Abstract
Congenital Frey’s syndrome and bilateral trifid mandibular condyle are two different entities. The occurrence of both together is rare and has not been reported in the literature. This article describes the case of a 17-year-old male patient who complained of bilateral warmness, flushing and sweating in the preauricular area after eating spicy and sour foods since childhood. He had no complaint related to the functions of the temporomandibular joint and had no history of facial trauma. The patient was treated with injections of botulinum toxin A and the signs and symptoms of Frey’s syndrome improved significantly.
Warmness, flushing and sweating in the preauricular area are signs and symptoms of Frey’s syndrome. This syndrome was first described in 1757, but its occurrence after auriculotemporal nerve damage was described in 1923 by the Polish neurologist, Łucja Frey. The syndrome can be associated with direct or indirect damage of the greater auricular nerve and/or the auriculotemporal nerve.
An anatomically abnormal mandibular condyle is also unusual and can be associated with several situations, especially with previous trauma to the temporomandibular joint (TMJ). One of the abnormalities of the mandibular condyle is related to the number of condylar heads. The first report about this was published in 1941 by Hrdlicka. Only one specific case of trifid mandibular condyle associated with a history of previous facial trauma has been reported and the congenital occurrence of a trifid condyle is uncommon.
The aim of this paper is to report a case of congenital Frey’s syndrome associated with bilateral trifid mandibular condyle and to describe the treatment for this patient.
Case report
A 17-year-old man was referred to the authors by his general dentist. His medical history was noncontributory. His complaints were bilateral warmness, flushing and sweating of the preauricular area after eating spicy and sour foods since childhood. His daily routine was particularly disturbed by this, mainly when eating in public. There was no history of the use of medication by his mother during pregnancy and his birth was reported as uneventful. There was no report of facial trauma. To support the diagnosis, orthopantomography was performed and trifid condyle heads were observed on both sides ( Fig. 1 ).

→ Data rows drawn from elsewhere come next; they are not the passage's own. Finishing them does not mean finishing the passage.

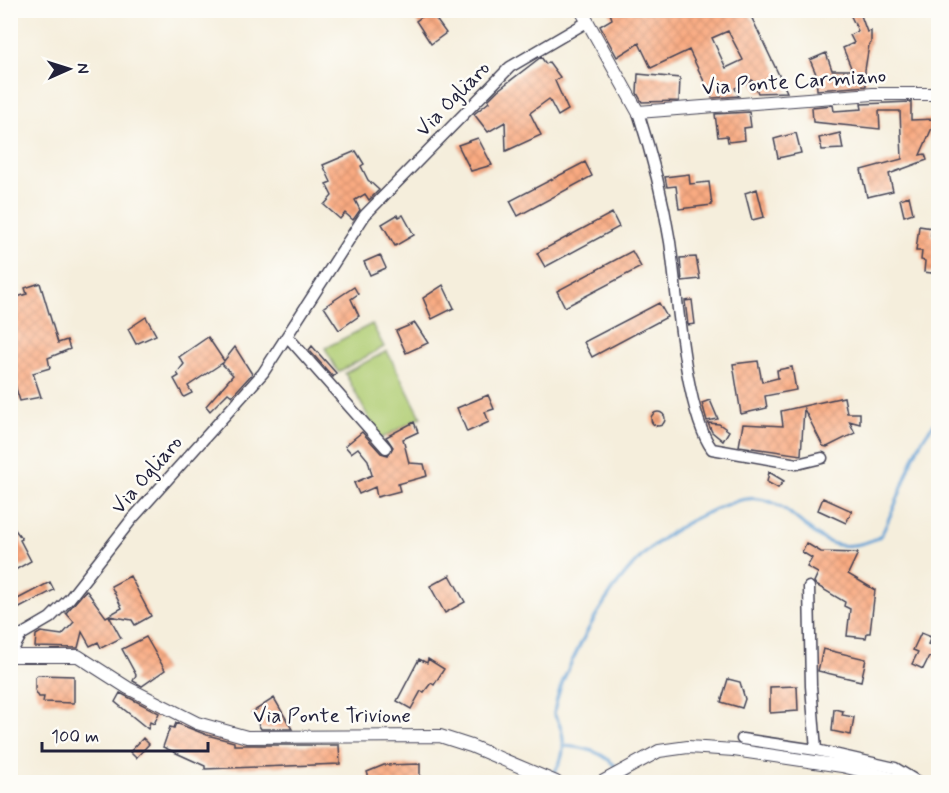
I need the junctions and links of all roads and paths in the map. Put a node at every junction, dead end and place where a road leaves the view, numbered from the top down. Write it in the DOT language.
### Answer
graph roads {
  1 [pos="581,10"];
  2 [pos="587,22"];
  3 [pos="939,94"];
  4 [pos="638,112"];
  5 [pos="287,336"];
  6 [pos="386,448"];
  7 [pos="822,458"];
  8 [pos="809,587"];
  9 [pos="10,656"];
  10 [pos="741,739"];
  11 [pos="816,750"];
  12 [pos="556,783"];
  13 [pos="602,783"];
  14 [pos="907,783"];
  15 [pos="918,783"];
  1 -- 2 [label="street"];
  2 -- 4 [label="street"];
  2 -- 5 [label="street, Via Ogliaro"];
  3 -- 4 [label="street, Via Ponte Carmiano"];
  4 -- 7 [label="street"];
  5 -- 6 [label="street"];
  5 -- 9 [label="street, Via Ogliaro"];
  8 -- 11 [label="street"];
  9 -- 12 [label="street, Via Ponte Trivione"];
  10 -- 11 [label="street"];
  11 -- 15 [label="street"];
  13 -- 14 [label="street"];
}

Considering the radiographic findings, a computed tomography (CT) of the mandible was performed. Three dimensional (3D) reconstruction of this examination revealed the trifid anatomy of both condyle heads and their relationship with the joint cavities ( Fig. 2 ).

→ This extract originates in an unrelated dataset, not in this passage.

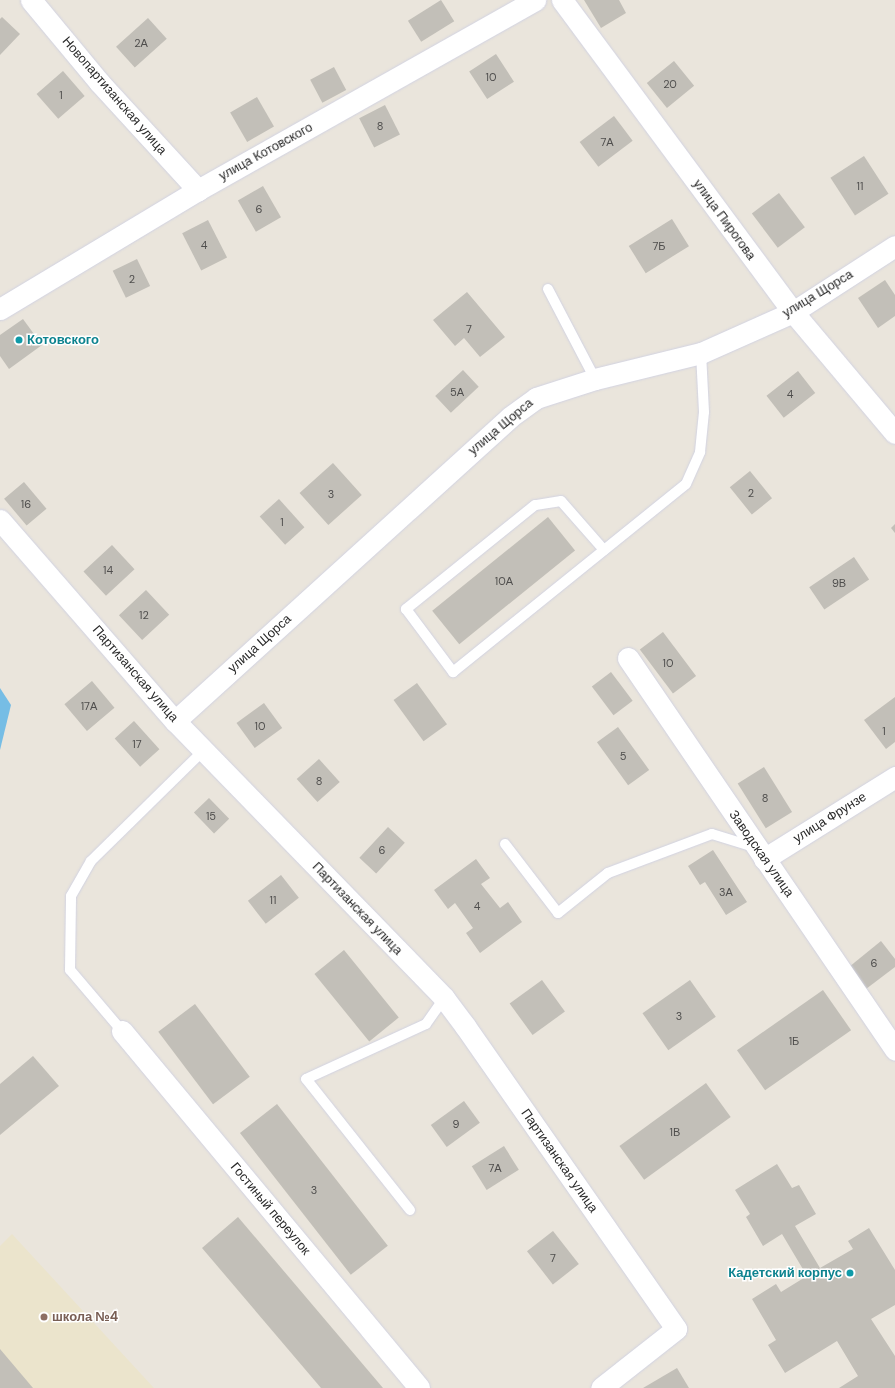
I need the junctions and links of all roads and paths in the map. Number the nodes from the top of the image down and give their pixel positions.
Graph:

Following the diagnostic imaging, Minor’s test was performed. A solution containing iodine and ethanol was applied to the preauricular area on both sides. When it was dry, corn starch powder was applied to the same areas. The patient was asked to eat a sour candy and after 30 s the preauricular areas tested positive with a bluish-black colour change because of the iodine–starch reaction, sweat secretion also increased ( Fig. 3 ). For an exact determination of the hyperaesthetic regions, flushing and sweating areas were mapped and divided into 9 fields of 2 cm 2 on each side.

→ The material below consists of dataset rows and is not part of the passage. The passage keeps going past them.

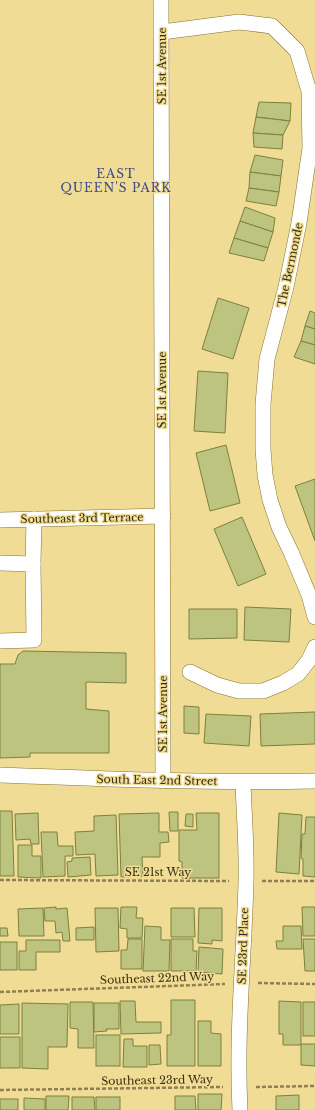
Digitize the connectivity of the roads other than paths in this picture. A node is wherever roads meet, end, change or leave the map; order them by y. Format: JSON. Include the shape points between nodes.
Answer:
{"nodes":[{"id":1,"x":162,"y":0,"type":"edge"},
{"id":2,"x":162,"y":32,"type":"junction"},
{"id":3,"x":163,"y":516,"type":"junction"},
{"id":4,"x":34,"y":519,"type":"junction"},
{"id":5,"x":0,"y":520,"type":"edge"},
{"id":6,"x":0,"y":563,"type":"edge"},
{"id":7,"x":33,"y":564,"type":"junction"},
{"id":8,"x":315,"y":617,"type":"edge"},
{"id":9,"x":0,"y":641,"type":"edge"},
{"id":10,"x":315,"y":647,"type":"edge"},
{"id":11,"x":190,"y":672,"type":"dead end"},
{"id":12,"x":0,"y":775,"type":"edge"},
{"id":13,"x":163,"y":781,"type":"junction"},
{"id":14,"x":315,"y":781,"type":"edge"},
{"id":15,"x":243,"y":782,"type":"junction"},
{"id":16,"x":240,"y":1110,"type":"edge"}],
"edges":[{"from":1,"to":2,"type":"street","name":"SE 1st Avenue"},
{"from":2,"to":3,"type":"street","name":"SE 1st Avenue"},
{"from":2,"to":8,"type":"street","name":"The Bermonde","via":[[239,22],[272,26],[297,51],[309,91],[310,148],[286,286],[267,359],[263,449],[265,475],[276,520],[309,595]]},
{"from":3,"to":4,"type":"street","name":"Southeast 3rd Terrace"},
{"from":3,"to":13,"type":"street","name":"SE 1st Avenue"},
{"from":4,"to":5,"type":"street","name":"Southeast 3rd Terrace"},
{"from":4,"to":7,"type":"street"},
{"from":6,"to":7,"type":"street"},
{"from":7,"to":9,"type":"street","via":[[34,640]]},
{"from":10,"to":11,"type":"street","via":[[298,674],[263,691],[239,691],[217,685]]},
{"from":12,"to":13,"type":"street","name":"South East 2nd Street"},
{"from":13,"to":15,"type":"street","name":"South East 2nd Street"},
{"from":14,"to":15,"type":"street","name":"South East 2nd Street"},
{"from":15,"to":16,"type":"street","name":"SE 23rd Place","via":[[246,881]]}]}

Based on the patient’s history and clinical, radiographic, 3D CT reconstruction and Minor’s test, the diagnosis of Frey’s syndrome associated with nontraumatic bilateral trifid mandibular condyle was suggested. The patient was treated conservatively with subcutaneous injection of botulinum toxin A (BTA) 25 U/0.1 ml in the centre of each field for treatment of the Frey’s syndrome. After 3 days, Minor’s test was performed again to confirm the effect of BTA; some remaining areas of sweating were observed. The patient had no complaints after the application of BTA and has been followed-up for 2 years.